Once again Brian Fischer and the American Family Association make me want to add an ‘Idiot’ tag to the JoS score card. For now we will just chalk this up to the bad fruit of religion.
To mark Nobel-winning writer Jose Saramago's death, Portuguese Playboy took inspiration from Saramago novel The Gospel According to Jesus Christ—a fictional reimagining of Christ's life as a flawed human—with explicit images showing Jesus glowing in the corner during a lesbian sex scene, next to a street hooker, and over the shoulder of a random topless lady reading a book. – Gawker
No link provided as it is NSFW
Friends it has been in my heart for years to do this brand new school of the spirit, an intensive school on the Anointing. I've learned many things over the years about the power of God and how to flow in the anointing. In this intensive 4 day school I want to impart it to you. Teaching will include how to steward and minister the anointing, fresh oil, Holy spirit, different anointings, kingly oil, healing and the anointing, how to flow in the Holy Ghost and more. There will be lots of personal ministry and impartation times. Expect refreshing and the joy of the Lord.
Those that register for the Anointing School by July 5th will receive the special edition manual signed by Todd Bentley with a personal message tailored just for you!
The Squirrel tried to register, but was denied a spot in the brand new school. I think it was his insistence that he wanted the un-special edition of the manual, no signature by Todd, and a 20% discount.
Recently Pastor Chuck Swindoll, aged 75, (pastor of Stonebriar Community Church in Frisco, Texas, and radio host of the popular Insight For Living radio broadcast) shared the following at a pastor’s conference:
"One of my great goals in life is to live long enough to where I am in the pulpit, preaching my heart out, and I die on the spot, my chin hits the pulpit—boom!—and I'm down and out.
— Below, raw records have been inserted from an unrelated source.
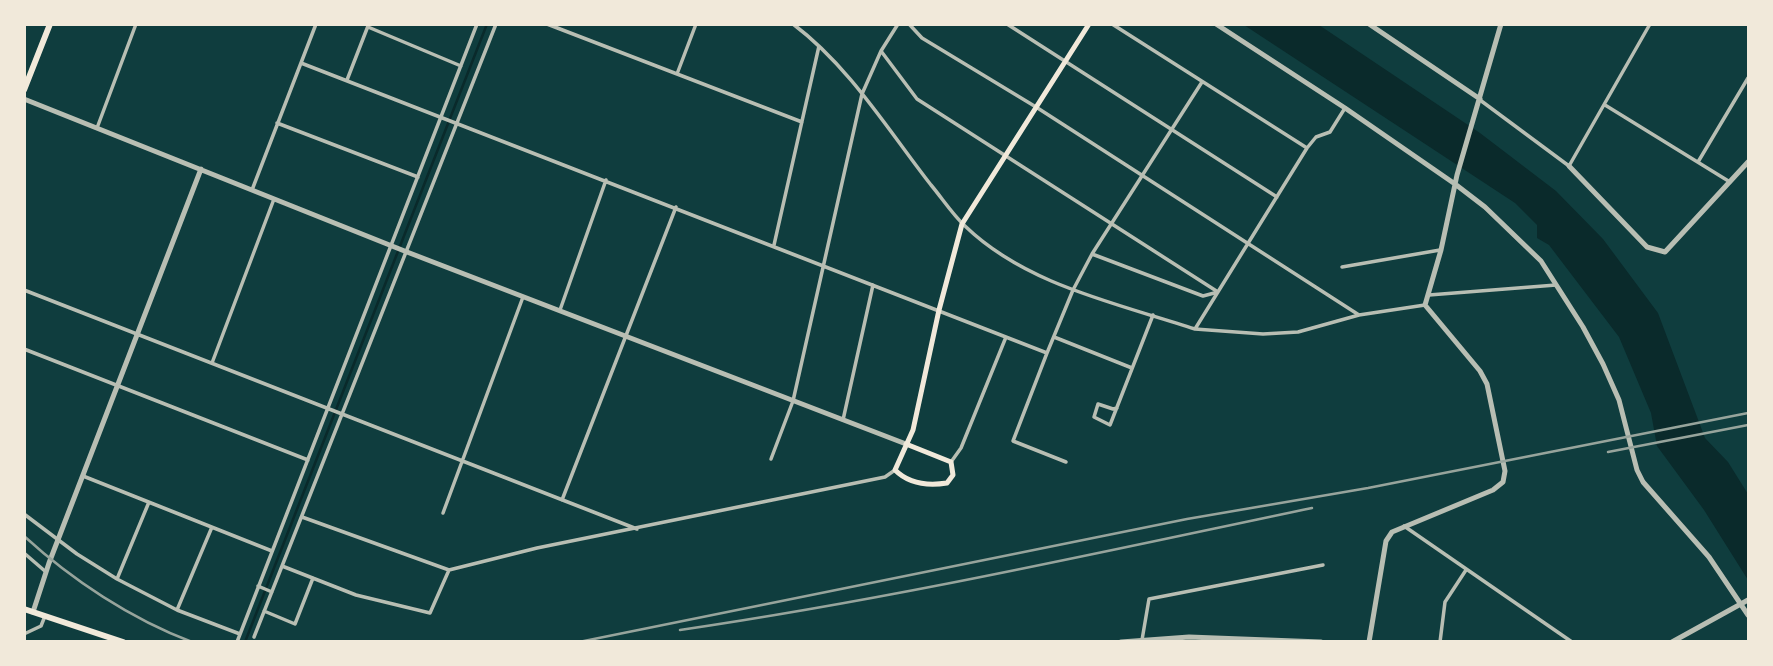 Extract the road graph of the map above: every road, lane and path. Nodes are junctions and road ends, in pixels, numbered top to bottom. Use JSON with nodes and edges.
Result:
{"nodes":[{"id":1,"x":50,"y":24,"type":"edge"},
{"id":2,"x":136,"y":24,"type":"edge"},
{"id":3,"x":316,"y":24,"type":"edge"},
{"id":4,"x":477,"y":24,"type":"edge"},
{"id":5,"x":496,"y":24,"type":"edge"},
{"id":6,"x":547,"y":24,"type":"edge"},
{"id":7,"x":696,"y":24,"type":"edge"},
{"id":8,"x":793,"y":24,"type":"edge"},
{"id":9,"x":898,"y":24,"type":"edge"},
{"id":10,"x":909,"y":24,"type":"edge"},
{"id":11,"x":1007,"y":24,"type":"edge"},
{"id":12,"x":1089,"y":24,"type":"edge"},
{"id":13,"x":1112,"y":24,"type":"edge"},
{"id":14,"x":1216,"y":24,"type":"edge"},
{"id":15,"x":1369,"y":24,"type":"edge"},
{"id":16,"x":1501,"y":24,"type":"edge"},
{"id":17,"x":1650,"y":24,"type":"edge"},
{"id":18,"x":369,"y":26,"type":"edge"},
{"id":19,"x":819,"y":44,"type":"junction"},
{"id":20,"x":881,"y":51,"type":"junction"},
{"id":21,"x":1065,"y":61,"type":"junction"},
{"id":22,"x":301,"y":62,"type":"junction"},
{"id":23,"x":461,"y":66,"type":"junction"},
{"id":24,"x":677,"y":74,"type":"junction"},
{"id":25,"x":1748,"y":78,"type":"edge"},
{"id":26,"x":347,"y":80,"type":"junction"},
{"id":27,"x":1202,"y":82,"type":"junction"},
{"id":28,"x":24,"y":90,"type":"edge"},
{"id":29,"x":862,"y":94,"type":"junction"},
{"id":30,"x":24,"y":99,"type":"edge"},
{"id":31,"x":1480,"y":99,"type":"junction"},
{"id":32,"x":1605,"y":105,"type":"junction"},
{"id":33,"x":1036,"y":107,"type":"junction"},
{"id":34,"x":1345,"y":108,"type":"junction"},
{"id":35,"x":441,"y":117,"type":"junction"},
{"id":36,"x":802,"y":122,"type":"junction"},
{"id":37,"x":278,"y":123,"type":"junction"},
{"id":38,"x":457,"y":123,"type":"junction"},
{"id":39,"x":97,"y":128,"type":"junction"},
{"id":40,"x":1171,"y":128,"type":"junction"},
{"id":41,"x":1307,"y":148,"type":"junction"},
{"id":42,"x":1005,"y":156,"type":"junction"},
{"id":43,"x":1698,"y":162,"type":"junction"},
{"id":44,"x":1748,"y":162,"type":"edge"},
{"id":45,"x":1569,"y":166,"type":"junction"},
{"id":46,"x":201,"y":169,"type":"junction"},
{"id":47,"x":1141,"y":175,"type":"junction"},
{"id":48,"x":418,"y":177,"type":"junction"},
{"id":49,"x":606,"y":180,"type":"junction"},
{"id":50,"x":1730,"y":182,"type":"junction"},
{"id":51,"x":1455,"y":184,"type":"junction"},
{"id":52,"x":252,"y":190,"type":"junction"},
{"id":53,"x":1277,"y":197,"type":"junction"},
{"id":54,"x":274,"y":199,"type":"junction"},
{"id":55,"x":676,"y":207,"type":"junction"},
{"id":56,"x":1111,"y":223,"type":"junction"},
{"id":57,"x":962,"y":224,"type":"junction"},
{"id":58,"x":1248,"y":244,"type":"junction"},
{"id":59,"x":774,"y":245,"type":"junction"},
{"id":60,"x":391,"y":246,"type":"junction"},
{"id":61,"x":1441,"y":250,"type":"junction"},
{"id":62,"x":407,"y":252,"type":"junction"},
{"id":63,"x":1092,"y":254,"type":"junction"},
{"id":64,"x":824,"y":265,"type":"junction"},
{"id":65,"x":1342,"y":267,"type":"dead end"},
{"id":66,"x":873,"y":284,"type":"junction"},
{"id":67,"x":1556,"y":285,"type":"junction"},
{"id":68,"x":24,"y":290,"type":"edge"},
{"id":69,"x":1073,"y":290,"type":"junction"},
{"id":70,"x":1218,"y":292,"type":"junction"},
{"id":71,"x":1429,"y":295,"type":"junction"},
{"id":72,"x":523,"y":297,"type":"junction"},
{"id":73,"x":1425,"y":305,"type":"junction"},
{"id":74,"x":939,"y":310,"type":"junction"},
{"id":75,"x":560,"y":311,"type":"junction"},
{"id":76,"x":1153,"y":315,"type":"junction"},
{"id":77,"x":1359,"y":315,"type":"junction"},
{"id":78,"x":1195,"y":329,"type":"junction"},
{"id":79,"x":137,"y":334,"type":"junction"},
{"id":80,"x":626,"y":337,"type":"junction"},
{"id":81,"x":1006,"y":337,"type":"junction"},
{"id":82,"x":1054,"y":337,"type":"junction"},
{"id":83,"x":24,"y":349,"type":"edge"},
{"id":84,"x":1047,"y":353,"type":"junction"},
{"id":85,"x":212,"y":363,"type":"junction"},
{"id":86,"x":1132,"y":368,"type":"junction"},
{"id":87,"x":118,"y":386,"type":"junction"},
{"id":88,"x":793,"y":401,"type":"junction"},
{"id":89,"x":328,"y":408,"type":"junction"},
{"id":90,"x":1117,"y":408,"type":"junction"},
{"id":91,"x":342,"y":414,"type":"junction"},
{"id":92,"x":843,"y":420,"type":"junction"},
{"id":93,"x":906,"y":444,"type":"junction"},
{"id":94,"x":771,"y":459,"type":"dead end"},
{"id":95,"x":307,"y":460,"type":"junction"},
{"id":96,"x":462,"y":461,"type":"junction"},
{"id":97,"x":1066,"y":462,"type":"dead end"},
{"id":98,"x":951,"y":463,"type":"junction"},
{"id":99,"x":895,"y":470,"type":"junction"},
{"id":100,"x":83,"y":476,"type":"junction"},
{"id":101,"x":562,"y":500,"type":"junction"},
{"id":102,"x":149,"y":502,"type":"junction"},
{"id":103,"x":443,"y":513,"type":"dead end"},
{"id":104,"x":24,"y":514,"type":"edge"},
{"id":105,"x":301,"y":517,"type":"junction"},
{"id":106,"x":1404,"y":526,"type":"junction"},
{"id":107,"x":212,"y":527,"type":"junction"},
{"id":108,"x":637,"y":529,"type":"junction"},
{"id":109,"x":58,"y":540,"type":"junction"},
{"id":110,"x":272,"y":551,"type":"junction"},
{"id":111,"x":24,"y":553,"type":"edge"},
{"id":112,"x":1323,"y":565,"type":"dead end"},
{"id":113,"x":282,"y":566,"type":"junction"},
{"id":114,"x":449,"y":569,"type":"junction"},
{"id":115,"x":1466,"y":570,"type":"junction"},
{"id":116,"x":46,"y":572,"type":"junction"},
{"id":117,"x":313,"y":578,"type":"junction"},
{"id":118,"x":117,"y":579,"type":"junction"},
{"id":119,"x":258,"y":586,"type":"junction"},
{"id":120,"x":272,"y":592,"type":"junction"},
{"id":121,"x":1748,"y":600,"type":"edge"},
{"id":122,"x":1742,"y":603,"type":"junction"},
{"id":123,"x":24,"y":608,"type":"edge"},
{"id":124,"x":177,"y":610,"type":"junction"},
{"id":125,"x":264,"y":611,"type":"junction"},
{"id":126,"x":33,"y":612,"type":"junction"},
{"id":127,"x":1748,"y":615,"type":"edge"},
{"id":128,"x":45,"y":616,"type":"junction"},
{"id":129,"x":97,"y":633,"type":"junction"},
{"id":130,"x":24,"y":634,"type":"edge"},
{"id":131,"x":240,"y":634,"type":"junction"},
{"id":132,"x":254,"y":637,"type":"dead end"},
{"id":133,"x":1564,"y":639,"type":"edge"},
{"id":134,"x":1142,"y":640,"type":"edge"},
{"id":135,"x":102,"y":642,"type":"edge"},
{"id":136,"x":123,"y":642,"type":"edge"},
{"id":137,"x":237,"y":642,"type":"edge"},
{"id":138,"x":1121,"y":642,"type":"edge"},
{"id":139,"x":1321,"y":642,"type":"edge"},
{"id":140,"x":1369,"y":642,"type":"edge"},
{"id":141,"x":1440,"y":642,"type":"edge"},
{"id":142,"x":1572,"y":642,"type":"edge"},
{"id":143,"x":1672,"y":642,"type":"edge"}],
"edges":[{"from":1,"to":28,"type":"main road"},
{"from":2,"to":39,"type":"street"},
{"from":3,"to":22,"type":"street"},
{"from":4,"to":23,"type":"street"},
{"from":5,"to":38,"type":"street"},
{"from":6,"to":24,"type":"street"},
{"from":7,"to":24,"type":"street"},
{"from":8,"to":19,"type":"street"},
{"from":9,"to":20,"type":"street"},
{"from":10,"to":33,"type":"street"},
{"from":11,"to":21,"type":"street"},
{"from":12,"to":21,"type":"main road"},
{"from":13,"to":27,"type":"street"},
{"from":14,"to":34,"type":"street"},
{"from":15,"to":31,"type":"street"},
{"from":16,"to":31,"type":"street"},
{"from":17,"to":32,"type":"street"},
{"from":18,"to":23,"type":"street"},
{"from":18,"to":26,"type":"street"},
{"from":19,"to":29,"type":"street"},
{"from":19,"to":36,"type":"street"},
{"from":20,"to":29,"type":"street"},
{"from":20,"to":42,"type":"street"},
{"from":21,"to":33,"type":"main road"},
{"from":21,"to":40,"type":"street"},
{"from":22,"to":26,"type":"street"},
{"from":22,"to":37,"type":"street"},
{"from":23,"to":35,"type":"street"},
{"from":24,"to":36,"type":"street"},
{"from":25,"to":43,"type":"street"},
{"from":26,"to":35,"type":"street"},
{"from":27,"to":40,"type":"street"},
{"from":27,"to":41,"type":"street"},
{"from":29,"to":57,"type":"street"},
{"from":29,"to":64,"type":"street"},
{"from":30,"to":39,"type":"street"},
{"from":31,"to":45,"type":"street"},
{"from":31,"to":51,"type":"street"},
{"from":32,"to":43,"type":"street"},
{"from":32,"to":45,"type":"street"},
{"from":33,"to":42,"type":"main road"},
{"from":33,"to":47,"type":"street"},
{"from":34,"to":41,"type":"street"},
{"from":34,"to":51,"type":"street"},
{"from":35,"to":38,"type":"street"},
{"from":35,"to":48,"type":"street"},
{"from":36,"to":59,"type":"street"},
{"from":37,"to":48,"type":"street"},
{"from":37,"to":52,"type":"street"},
{"from":38,"to":49,"type":"street"},
{"from":38,"to":62,"type":"street"},
{"from":39,"to":46,"type":"street"},
{"from":40,"to":47,"type":"street"},
{"from":40,"to":53,"type":"street"},
{"from":41,"to":53,"type":"street"},
{"from":42,"to":56,"type":"street"},
{"from":42,"to":57,"type":"main road"},
{"from":43,"to":50,"type":"street"},
{"from":44,"to":50,"type":"street"},
{"from":45,"to":50,"type":"street"},
{"from":46,"to":52,"type":"street"},
{"from":46,"to":79,"type":"street"},
{"from":47,"to":56,"type":"street"},
{"from":47,"to":58,"type":"street"},
{"from":48,"to":60,"type":"street"},
{"from":49,"to":55,"type":"street"},
{"from":49,"to":75,"type":"street"},
{"from":51,"to":61,"type":"street"},
{"from":51,"to":67,"type":"street"},
{"from":52,"to":54,"type":"street"},
{"from":53,"to":58,"type":"street"},
{"from":54,"to":60,"type":"street"},
{"from":54,"to":85,"type":"street"},
{"from":55,"to":59,"type":"street"},
{"from":55,"to":80,"type":"street"},
{"from":56,"to":63,"type":"street"},
{"from":56,"to":70,"type":"street"},
{"from":57,"to":69,"type":"street"},
{"from":57,"to":74,"type":"main road"},
{"from":58,"to":70,"type":"street"},
{"from":58,"to":77,"type":"street"},
{"from":59,"to":64,"type":"street"},
{"from":60,"to":62,"type":"street"},
{"from":60,"to":89,"type":"street"},
{"from":61,"to":65,"type":"street"},
{"from":61,"to":71,"type":"street"},
{"from":62,"to":72,"type":"street"},
{"from":62,"to":91,"type":"street"},
{"from":63,"to":69,"type":"street"},
{"from":63,"to":70,"type":"street"},
{"from":64,"to":66,"type":"street"},
{"from":64,"to":88,"type":"street"},
{"from":66,"to":74,"type":"street"},
{"from":66,"to":92,"type":"street"},
{"from":67,"to":71,"type":"street"},
{"from":67,"to":122,"type":"street"},
{"from":68,"to":79,"type":"street"},
{"from":69,"to":76,"type":"street"},
{"from":69,"to":82,"type":"street"},
{"from":70,"to":78,"type":"street"},
{"from":71,"to":73,"type":"street"},
{"from":72,"to":75,"type":"street"},
{"from":72,"to":96,"type":"street"},
{"from":73,"to":77,"type":"street"},
{"from":73,"to":106,"type":"street"},
{"from":74,"to":81,"type":"street"},
{"from":74,"to":93,"type":"main road"},
{"from":75,"to":80,"type":"street"},
{"from":76,"to":78,"type":"street"},
{"from":76,"to":86,"type":"street"},
{"from":77,"to":78,"type":"street"},
{"from":79,"to":85,"type":"street"},
{"from":79,"to":87,"type":"street"},
{"from":80,"to":88,"type":"street"},
{"from":80,"to":101,"type":"street"},
{"from":81,"to":84,"type":"street"},
{"from":81,"to":98,"type":"street"},
{"from":82,"to":84,"type":"street"},
{"from":82,"to":86,"type":"street"},
{"from":83,"to":87,"type":"street"},
{"from":84,"to":97,"type":"street"},
{"from":85,"to":89,"type":"street"},
{"from":86,"to":90,"type":"street"},
{"from":87,"to":95,"type":"street"},
{"from":87,"to":100,"type":"street"},
{"from":88,"to":92,"type":"street"},
{"from":88,"to":94,"type":"street"},
{"from":89,"to":91,"type":"street"},
{"from":89,"to":95,"type":"street"},
{"from":90,"to":90,"type":"street"},
{"from":91,"to":96,"type":"street"},
{"from":91,"to":105,"type":"street"},
{"from":92,"to":93,"type":"street"},
{"from":93,"to":98,"type":"main road"},
{"from":93,"to":99,"type":"main road"},
{"from":95,"to":110,"type":"street"},
{"from":96,"to":101,"type":"street"},
{"from":96,"to":103,"type":"street"},
{"from":98,"to":99,"type":"main road"},
{"from":99,"to":108,"type":"street"},
{"from":100,"to":102,"type":"street"},
{"from":100,"to":109,"type":"street"},
{"from":101,"to":108,"type":"street"},
{"from":102,"to":107,"type":"street"},
{"from":102,"to":118,"type":"street"},
{"from":104,"to":109,"type":"street"},
{"from":105,"to":113,"type":"street"},
{"from":105,"to":114,"type":"street"},
{"from":106,"to":115,"type":"street"},
{"from":106,"to":140,"type":"street"},
{"from":107,"to":110,"type":"street"},
{"from":107,"to":124,"type":"street"},
{"from":108,"to":114,"type":"street"},
{"from":109,"to":116,"type":"street"},
{"from":109,"to":118,"type":"street"},
{"from":110,"to":119,"type":"street"},
{"from":111,"to":116,"type":"street"},
{"from":112,"to":134,"type":"street"},
{"from":113,"to":117,"type":"street"},
{"from":113,"to":120,"type":"street"},
{"from":114,"to":117,"type":"street"},
{"from":115,"to":133,"type":"street"},
{"from":115,"to":141,"type":"street"},
{"from":116,"to":126,"type":"street"},
{"from":117,"to":125,"type":"street"},
{"from":118,"to":124,"type":"street"},
{"from":119,"to":120,"type":"street"},
{"from":119,"to":131,"type":"street"},
{"from":120,"to":125,"type":"street"},
{"from":121,"to":122,"type":"street"},
{"from":122,"to":127,"type":"street"},
{"from":122,"to":143,"type":"street"},
{"from":123,"to":126,"type":"main road"},
{"from":124,"to":131,"type":"street"},
{"from":125,"to":132,"type":"street"},
{"from":126,"to":128,"type":"main road"},
{"from":128,"to":129,"type":"main road"},
{"from":128,"to":130,"type":"street"},
{"from":129,"to":135,"type":"street"},
{"from":129,"to":136,"type":"main road"},
{"from":131,"to":137,"type":"street"},
{"from":133,"to":142,"type":"street"},
{"from":134,"to":138,"type":"street"},
{"from":134,"to":139,"type":"street"}]}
What a way to die!"
Maybe Chuck needs to consider how potentially disturbing that scene would be for his 5000+ member congregation, including the over 1200 children. Whatever happened to passing away peacefully in your sleep or secretly wishing for a chariot like Elijah? Why does Chuck feel the need to take one on the chin for Jesus?
Maybe his church board needs to set down with him and outline some insights for dying.
According to Doer’s TV.com they are the Internet’s first true Christian Network. Their premise is simple- present the Gospel through free Christian programming (tv shows, reality shows, and movies).
They have 21 channels of material. But be warned, not everything is as it may seem.
- The Women’s Channel is actually just filled with Beth Moore videos. Not that there is anything wrong with that, but Beth just doesn’t encompass all of Christian femininity, or at least I hope she doesn’t.
- The Food Channel must be on a diet as there are no videos available. Maybe their are no Christian chefs.
- The Christian Sports network also scores a big zero for being empty. Tim Tebow where are you?
- The “”How To channel is limited to “How to Witness” featuring Kirk Cameron. I wonder how many Way of the Master graduates it takes to screw in a lightbulb?
- Channel 4 is the Steven Wright School of Ministry. I thought that guy was the comedian who said things like, “I replaced the headlights on my car with strobe lights. Now it looks like I'm the only one moving.” Who knew he also did ministry training? I guess he always was a peripheral visionary.
If you click on the Power Button underneath their player you will find out how God had given them the Power to make the programming free. I clicked on it for you. It is a mixture of online advertising and a Christian home shopping network.
Yes, it is pleasant to have a Christian network that doesn’t solicit viewers for donations, charge a monthly subscriptions, or air fundraising telethons. Just wish they had something worth watching.